Seit 18 Jahren wohnt sie in einem alten Haus an der Vordergasse 35, das ihr Mann, gelernter Maurer, mit viel Liebe zum Detail selbst renoviert hat. Novelli findet, dass die blaue Zone dem Dorf «gut gekommen» sei. «Es gibt ein viel schöneres Bild ab, wenn man heute auf die Vordergasse blickt. Ich bin zufrieden, wie es momentan ist», sagt sie. Auch dass die Anwohner ohne Garage etwas ausserhalb einen Parkplatz mieten müssen, erachtet sie als nicht problematisch. Jeder, der in einem so alten Haus wie sie wohne, möge den Charme, den es ausstrahle. Da müsse man damit rechnen, dass man keine Garage habe, in die man einfach reinfahren könne. «Ein Reihenhausdenken nützt hier nichts», so Novelli. Ausserdem findet sie, dass man den Fokus weniger auf das Lädelisterben, sondern auf die leer stehenden Wohnhäuser richten sollte. «Dass kleine Geschäfte eingehen, ist überall ein Problem. Das liegt nicht an der blauen Parkzone, sondern daran, dass sich das Konsumverhalten der Leute grundlegend gewandelt hat», sagt Novelli. «Ändern kann man daran kaum etwas.» Als wichtiger erachtet es die Neunkircherin, Bewohner in die leer stehenden Häuser an der Vordergasse zu bringen. Dass das Leben in alter Bausubstanz einzigartig ist, findet auch Urs Wildberger. Mit Begeisterung führt er die SN durch sein Wohnzimmer, in dem noch immer alte Balken an die Neunkircher Vergangenheit erinnern, daneben steht eine moderne Küche. Die Räume sind lang und vergleichsweise dunkel, doch der «Charme», von welchem Novelli gesprochen hat, ist spürbar. «Es fühlt sich gross­artig an, hier zu wohnen», sagt Erika Bühlmann, die Frau von Urs Wildberger. Etwas bereitet den beiden zurzeit aber Kopfzerbrechen – und das hat wiederum mit der Parksituation in Neunkirch zu tun.

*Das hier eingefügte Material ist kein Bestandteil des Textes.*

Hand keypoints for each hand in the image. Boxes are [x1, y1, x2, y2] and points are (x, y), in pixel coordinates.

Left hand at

Momentan liegt ein neues Parkreglement beim Kanton zur Vorprüfung, wie Gemeindepräsident Ruedi Vögele bestätigt. In diesem Zusammenhang soll ein 10-Franken-Ticket für 24-stündiges Parkieren in der blauen Zone im Dorfkern eingeführt werden. Will heissen: Wer seinen Wagen ab 18 Uhr dort abstellt, muss ein 10-Franken-Ticket kaufen. Also auch Gäste, die nur für einen kurzen Einkauf vorbeikommen? «Das ist ziemlich schwammig formuliert», sagt Urs Wildberger. «Es ist von regelmässigem Parkieren die Rede. Doch ab wann spricht man von regelmässig?» In einem Punkt sind sich alle Bewohner und «Lädelibsitzer» an der Vordergasse einig: Sollte diese Karte eingeführt werden, würde Neunkirch an Attraktivität für Gäste und Anwohner einbüssen. Ottilia Bircher fasst zusammen: «Man muss die Leute hereinbringen, nicht mit Gebühren vertreiben.»

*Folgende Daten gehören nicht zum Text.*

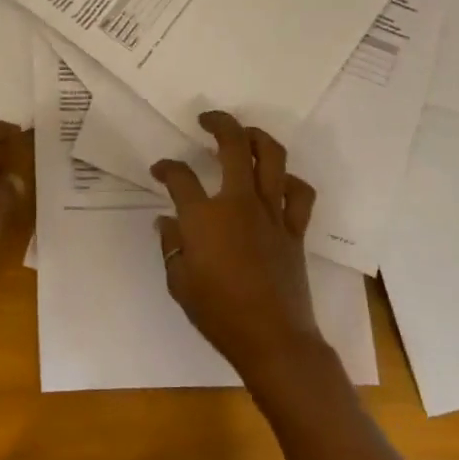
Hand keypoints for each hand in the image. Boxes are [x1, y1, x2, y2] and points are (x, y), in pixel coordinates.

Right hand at [152, 111, 328, 383]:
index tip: (159, 170)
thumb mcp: (179, 281)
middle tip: (206, 120)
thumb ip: (171, 246)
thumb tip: (166, 222)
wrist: (273, 339)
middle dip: (218, 124)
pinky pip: (299, 193)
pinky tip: (278, 182)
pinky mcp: (294, 229)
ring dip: (257, 138)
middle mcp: (238, 203)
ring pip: (271, 157)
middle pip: (233, 145)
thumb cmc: (218, 313)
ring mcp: (271, 213)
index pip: (179, 176)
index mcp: (203, 216)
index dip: (166, 168)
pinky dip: (290, 180)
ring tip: (245, 135)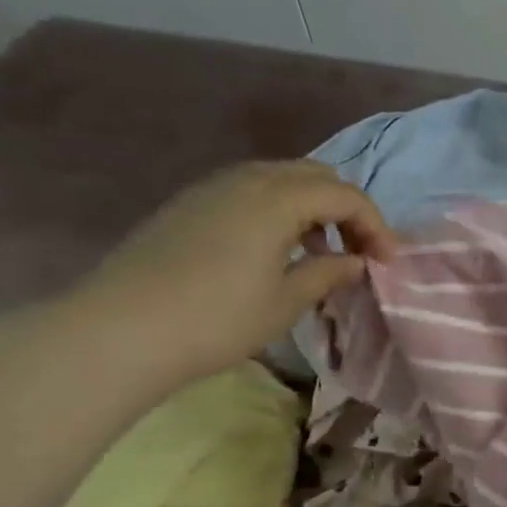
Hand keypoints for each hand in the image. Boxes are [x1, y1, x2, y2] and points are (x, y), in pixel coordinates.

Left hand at [70, 161, 396, 387]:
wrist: (119, 331)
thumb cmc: (217, 319)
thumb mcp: (287, 301)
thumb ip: (329, 272)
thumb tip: (356, 262)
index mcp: (276, 199)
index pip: (345, 195)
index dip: (376, 226)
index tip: (388, 263)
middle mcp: (246, 180)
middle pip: (315, 175)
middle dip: (347, 208)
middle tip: (360, 250)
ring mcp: (211, 188)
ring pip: (281, 178)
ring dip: (313, 208)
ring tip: (322, 252)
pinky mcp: (189, 204)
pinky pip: (251, 190)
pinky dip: (280, 210)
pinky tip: (278, 249)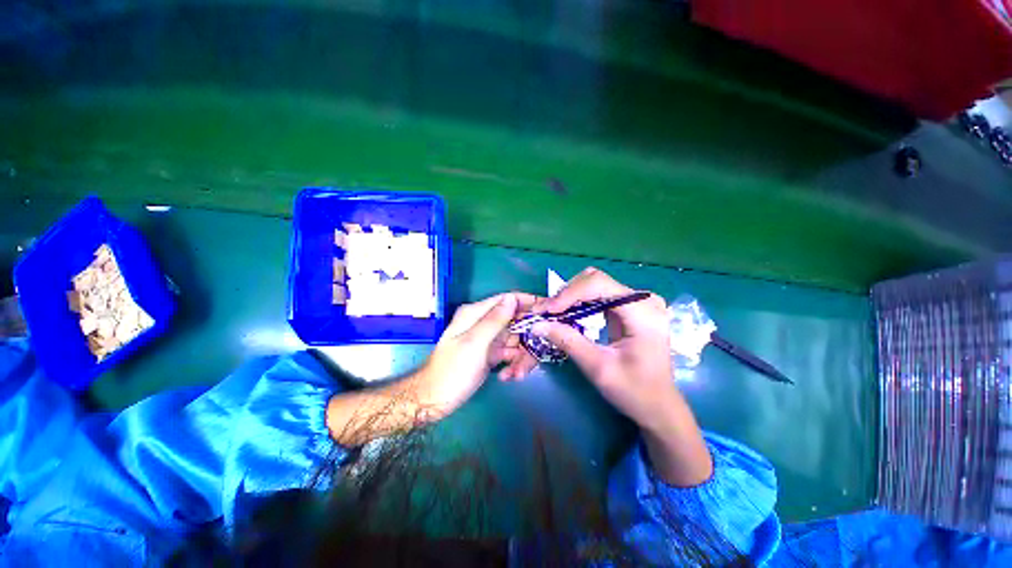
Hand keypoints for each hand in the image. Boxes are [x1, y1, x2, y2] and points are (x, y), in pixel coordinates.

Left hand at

SN Dorfgezwitscher: Kinder- und hundefreundlich, aber trotzdem viele leere Wohnungen

Auf dem Spielplatz Falken ist viel los. «Heute ist Eltern-Kind-Treff», sagt ­ Pirmin Widmer. Der Vater nimmt mit seinem Sohn Lio und sechs Müttern ­sowie ihren Kindern am Treff teil. «Lio und ich haben Papitag», sagt Widmer. «Ich habe meinen Job auf 80 Prozent heruntergeschraubt, damit meine Frau jobtechnisch Anschluss finden kann», sagt der Neunkircher.

Am freien Tag kümmere er sich um den 21 Monate alten Sohn. «Die Betreuung ist anspruchsvoller als gedacht», sagt Widmer. Mit dem Freibad, dem Spielplatz und der Kita sei Neunkirch sehr kinderfreundlich.

Im Städtli ist Barbara Epprecht mit ihrer Hündin Banj unterwegs. «Neunkirch ist sehr hundefreundlich», sagt ­Epprecht, die seit fünf Jahren in der Gemeinde wohnt.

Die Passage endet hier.